Daha yeni, Türkiye’deki iktidar partisi hakkında kapatılma davası açılmadan hemen önce, Azınlık Yüksek Tahsilliler Derneği, Türkiyeli ilahiyatçı Beyza Bilgin’i Batı Trakya’ya getirdi; “Dinde kadının yeri” adlı konferansta azınlığı “aydınlatsın” diye...
Türkiye’deki iktidar partisinin kapatılma davasına esas teşkil eden sorun başörtüsü olduğuna ve AKP’nin kapatılma davasının (14 Mart 2008) hemen önünde (5 Mart 2008) Beyza Bilgin Batı Trakya’ya getirtildiğine göre, Beyza hanım kimdir, neden gelmiştir acaba, yorumlayalım.

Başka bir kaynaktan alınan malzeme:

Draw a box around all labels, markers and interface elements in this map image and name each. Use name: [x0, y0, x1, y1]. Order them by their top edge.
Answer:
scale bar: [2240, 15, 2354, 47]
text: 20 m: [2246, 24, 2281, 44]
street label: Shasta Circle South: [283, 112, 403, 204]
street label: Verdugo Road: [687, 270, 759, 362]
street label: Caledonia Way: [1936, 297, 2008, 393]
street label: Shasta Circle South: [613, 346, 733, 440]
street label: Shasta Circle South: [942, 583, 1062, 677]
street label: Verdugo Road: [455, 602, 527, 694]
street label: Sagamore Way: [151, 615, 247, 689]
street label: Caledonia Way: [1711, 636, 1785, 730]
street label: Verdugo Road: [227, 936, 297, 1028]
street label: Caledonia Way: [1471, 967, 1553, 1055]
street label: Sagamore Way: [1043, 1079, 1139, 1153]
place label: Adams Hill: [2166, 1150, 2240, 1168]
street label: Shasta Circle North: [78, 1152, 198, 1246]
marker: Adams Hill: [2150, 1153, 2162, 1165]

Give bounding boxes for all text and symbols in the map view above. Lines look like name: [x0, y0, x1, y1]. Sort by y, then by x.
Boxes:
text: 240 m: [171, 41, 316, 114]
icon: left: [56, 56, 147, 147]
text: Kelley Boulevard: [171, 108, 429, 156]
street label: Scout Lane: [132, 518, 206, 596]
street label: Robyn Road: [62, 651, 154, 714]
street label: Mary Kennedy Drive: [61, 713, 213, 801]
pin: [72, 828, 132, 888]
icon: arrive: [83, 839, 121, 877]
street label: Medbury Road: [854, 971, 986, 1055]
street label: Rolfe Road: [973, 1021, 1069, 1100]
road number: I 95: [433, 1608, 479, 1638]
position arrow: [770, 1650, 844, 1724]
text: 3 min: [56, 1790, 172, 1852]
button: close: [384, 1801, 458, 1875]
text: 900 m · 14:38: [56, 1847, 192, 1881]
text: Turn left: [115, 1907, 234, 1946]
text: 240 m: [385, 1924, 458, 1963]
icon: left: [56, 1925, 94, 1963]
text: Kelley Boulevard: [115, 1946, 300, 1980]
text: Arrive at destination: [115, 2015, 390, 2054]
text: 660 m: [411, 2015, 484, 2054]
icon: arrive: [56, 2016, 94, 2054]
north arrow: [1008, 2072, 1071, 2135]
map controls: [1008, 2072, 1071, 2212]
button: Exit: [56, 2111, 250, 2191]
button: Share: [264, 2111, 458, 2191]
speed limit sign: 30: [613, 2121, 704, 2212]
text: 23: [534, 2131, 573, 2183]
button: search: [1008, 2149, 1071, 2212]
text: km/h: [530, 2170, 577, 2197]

Yüksek Tahsilliler Derneği’nin davetiyle gelen hanımefendi, ilahiyatçıdır ilahiyatçı olmasına da, yalnız bildiğimiz ilahiyatçılardan değildir. İslam âlimlerinin aksine başörtüsünün gerekli olmadığını savunan, “gururla” söyleyen, yazan, konferanslar veren ulusalcı kadronun uzman aydınlarından arasındadır kendisi. Beyza Bilgin’nin Yüksek Tahsilliler Derneği’yle örtüşen fikirlerinin kaynağı, pek meşhur olan hocası Dr. Neda Armaner’dir. Hani şu hukukta okurken ne olduysa bir anda zart diye ilahiyata transfer olan… Hani şu Ankara Üniversitesi İlahiyat Fakültesi yayınlarından son Şeyhülislam Mustafa Sabri Efendi’nin adını kullanarak sahte isimle piyasaya sürülen o ilginç kitabı hazırlayanlardan olduğu söylenen… Hani şu Türkiye Milli Eğitim Bakanlığına Öğretmen okulları için “çağdaş anlayış” içinde din bilgisi kitabı üreten… Hani şu anda Türkiye Dışişleri Bakanlığı görevini üstlenen Ali Babacan’ın halası Hatice Babacan’ı sırf başörtüsü takıyor diye zamanında üniversiteden kovan ve bunu iftiharla anlatan Armaner.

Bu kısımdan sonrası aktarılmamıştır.